En effet, des sondages montrent que bon nombre de nouveaux venus dans le protestantisme ont fait ce choix après avoir entendu des prédications qui les avaient touchés ; à l’occasion d’obsèques, de bénédictions de mariage ou simplement de passage lors d’un culte dominical.
Partir des Écritures
Le fait même que l’on prêche est d’abord le signe manifeste que la Parole vivante de Dieu ne saurait être identifiée aux Écritures bibliques dans leur littéralité. Il faut que des mots humains, avec l’aide du Saint-Esprit la fassent advenir, ici et maintenant.
Pour cela, aimait à dire le pasteur Louis Simon, la prédication requiert de « partir des Écritures ». Dans les deux sens de ce verbe. Partir au sens de s’y enraciner. Car c’est à travers elles que Dieu se rencontre et se révèle. Mais aussi partir, au sens de s’éloigner, de la lettre du texte et de son contexte, afin de rejoindre chacun·e au plus intime de son existence. Karl Barth disait que la prédication c’est « quand la ligne de la Bible coupe la ligne de la vie humaine ».
Éviter les malentendus
La prédication ne doit pas être confondue avec bien des discours religieux. En effet, elle ne délivre pas un savoir sur Dieu, mais elle livre à sa Parole. Une Parole existentielle qui rejoint de manière personnelle quiconque l’écoute. Une Parole « pour moi », « pour nous » aimait à dire Luther.

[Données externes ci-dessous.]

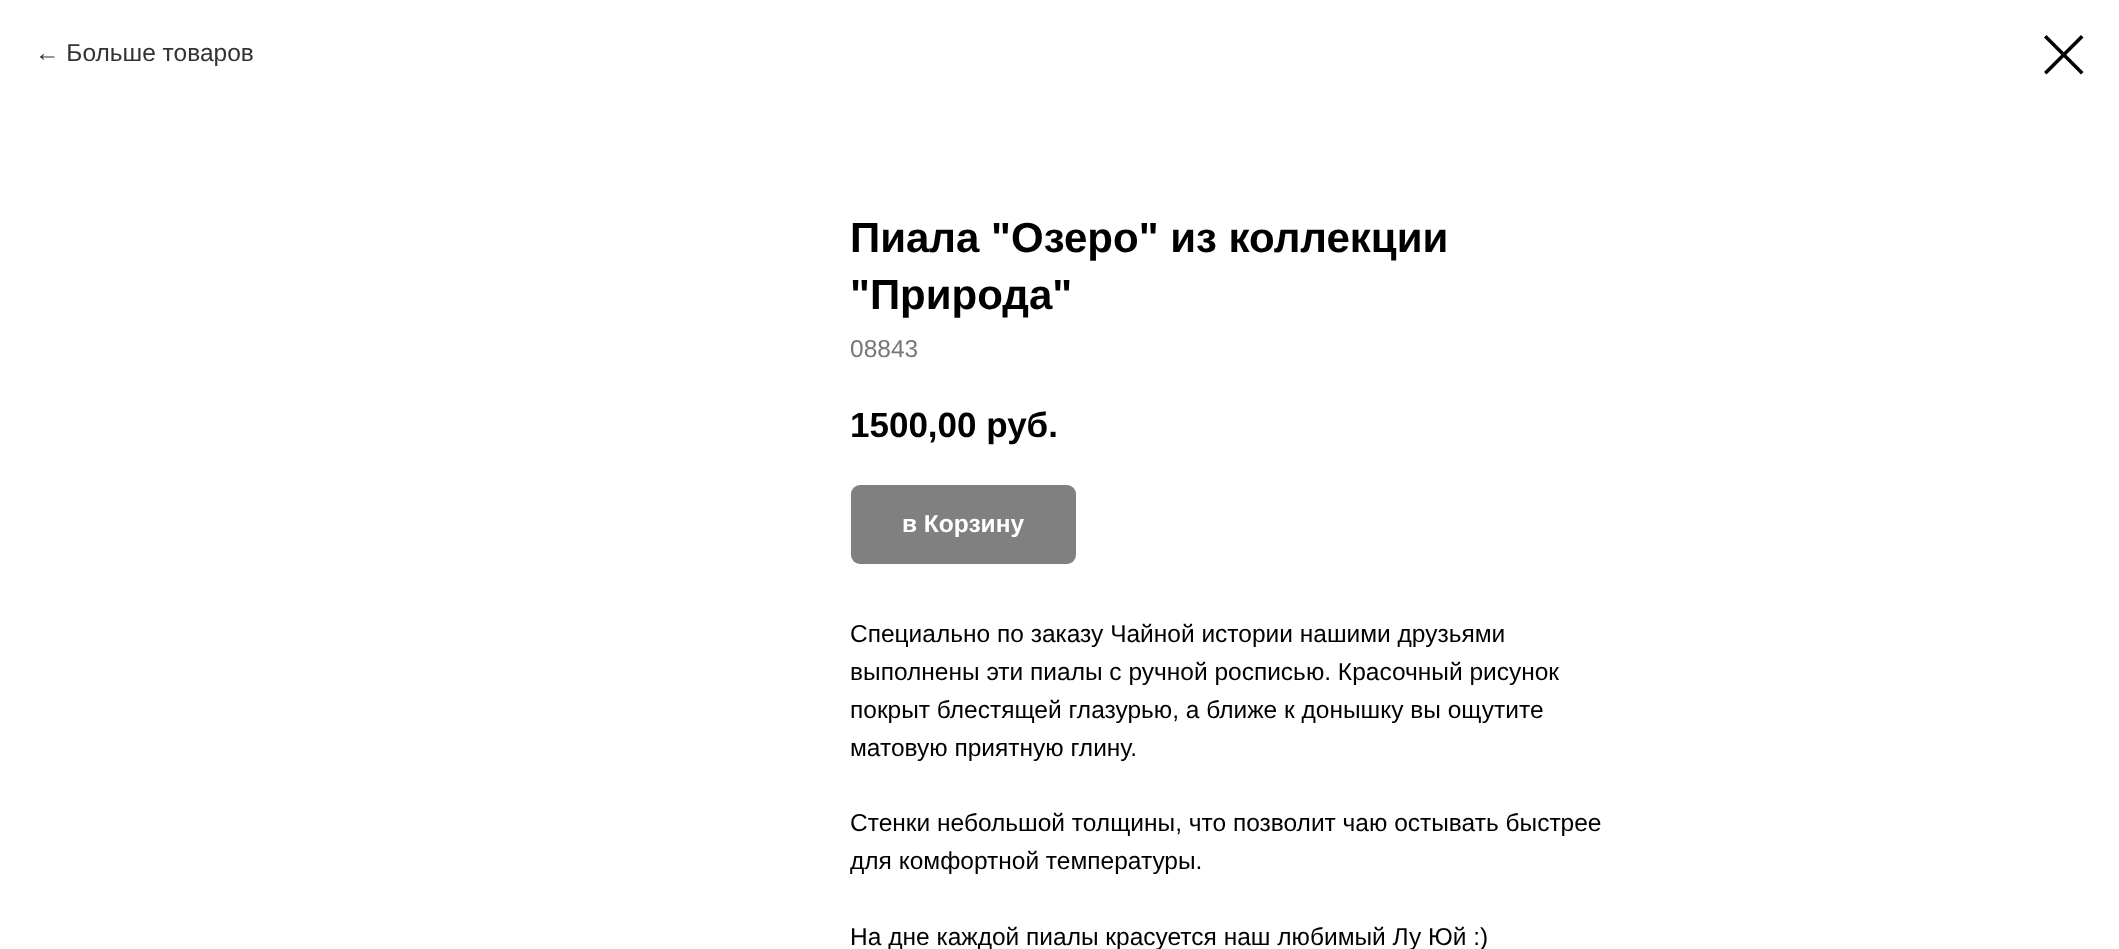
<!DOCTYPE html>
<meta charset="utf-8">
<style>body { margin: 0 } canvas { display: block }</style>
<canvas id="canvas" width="2119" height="949"></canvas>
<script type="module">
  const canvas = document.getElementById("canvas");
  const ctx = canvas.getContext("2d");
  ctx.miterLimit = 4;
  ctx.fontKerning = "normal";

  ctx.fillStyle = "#ffffff";
  ctx.fillRect(0, 0, 2119, 949);
  ctx.font = "24.5px Liberation Sans";
  ctx.fillStyle = "#333333";
  ctx.fillText("← Больше товаров", 35, 61);
  ctx.fillStyle = "#000000";
  ctx.beginPath();
  ctx.moveTo(2044, 37.5);
  ctx.lineTo(2046.5, 35);
  ctx.lineTo(2083.5, 72);
  ctx.lineTo(2081, 74.5);
  ctx.closePath();
  ctx.fill("evenodd");
  ctx.beginPath();
  ctx.moveTo(2081, 35);
  ctx.lineTo(2083.5, 37.5);
  ctx.lineTo(2046.5, 74.5);
  ctx.lineTo(2044, 72);
  ctx.closePath();
  ctx.fill("evenodd");
  ctx.font = "bold 42px Liberation Sans";
  ctx.fillText("Пиала \"Озеро\" из коллекции", 850, 252);
  ctx.fillText("\"Природа\"", 850, 309);
  ctx.font = "24.5px Liberation Sans";
  ctx.fillStyle = "#777777";
  ctx.fillText("08843", 850, 357);
  ctx.font = "bold 35px Liberation Sans";
  ctx.fillStyle = "#000000";
  ctx.fillText("1500,00 руб.", 850, 437);
  ctx.fillStyle = "#808080";
  ctx.beginPath();
  ctx.roundRect(851, 485, 225, 79, 9);
  ctx.fill();
  ctx.font = "bold 24.5px Liberation Sans";
  ctx.fillStyle = "#ffffff";
  ctx.fillText("в Корзину", 902, 532);
  ctx.font = "24.5px Liberation Sans";
  ctx.fillStyle = "#000000";
  ctx.fillText("Специально по заказу Чайной истории нашими друзьями", 850, 642);
  ctx.fillText("выполнены эти пиалы с ручной росписью. Красочный рисунок", 850, 680);
  ctx.fillText("покрыт блестящей глазурью, а ближе к донышку вы ощутите", 850, 718);
  ctx.fillText("матовую приятную глину.", 850, 756);
  ctx.fillText("Стенки небольшой толщины, что позволит чаю остывать быстрее", 850, 831);
  ctx.fillText("для комфортной температуры.", 850, 869);
  ctx.fillText("На дне каждой пиалы красуется наш любимый Лу Юй :)", 850, 945);
</script>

Au risque d’être mal entendue, la prédication ne saurait être ni une conférence, fût-elle théologique, ni une étude biblique, encore moins une paraphrase du texte. Ce n’est pas davantage une leçon de morale prescriptive, ni une tribune permettant à la personne qui prêche, d’exposer ses opinions sur l’actualité ou ses états d’âme personnels. Et si les outils de la communication ou de la rhétorique sont utiles, l’objectif n’est pas d’être brillant sur le plan oratoire. Car c’est la Parole seule qui doit briller, au cœur du quotidien de celles et ceux qui l’entendent. Afin de les appeler à la foi ou de la fortifier. Car « la foi vient de ce qu’on entend, et ce qu’on entend vient de la parole du Christ » (Romains 10.17).
Le Christ présent
S’il n’est pas toujours facile de définir la prédication, on peut en dire clairement la visée ultime pour les Réformateurs. « Prêcher l’Évangile, écrit Luther, n’est rien d’autre que le Christ qui vient à nous, ou nous qui sommes amenés au Christ. » Prêcher c’est donc rendre présent le Christ, « la Parole faite chair » (Jean 1.14). En lui la Parole de Dieu est venue habiter les langages humains. Ceux de la prédication, malgré leurs limites, éclairés par l’Esprit, peuvent susciter, pour la personne qui les écoute, l’événement d’une rencontre et d’une relation avec Dieu.
C’est dire que la prédication ne se réduit pas au sermon du dimanche matin. C’est également chaque fois que, par sa parole, un·e pasteur·e, un·e prédicateur·tr·ice, un témoin rend Dieu présent au cœur d’une vie. À l’image de Jean-Baptiste, du retable d’Issenheim, qui de son doigt désigne le Christ.
C’est pourquoi la prédication, constitue l’une des richesses spécifiques que les Églises protestantes peuvent offrir aujourd’hui dans le domaine de la spiritualité. Se tenant toujours à la croisée d’une double écoute, celle des paroles humaines et celle de la Parole de Dieu.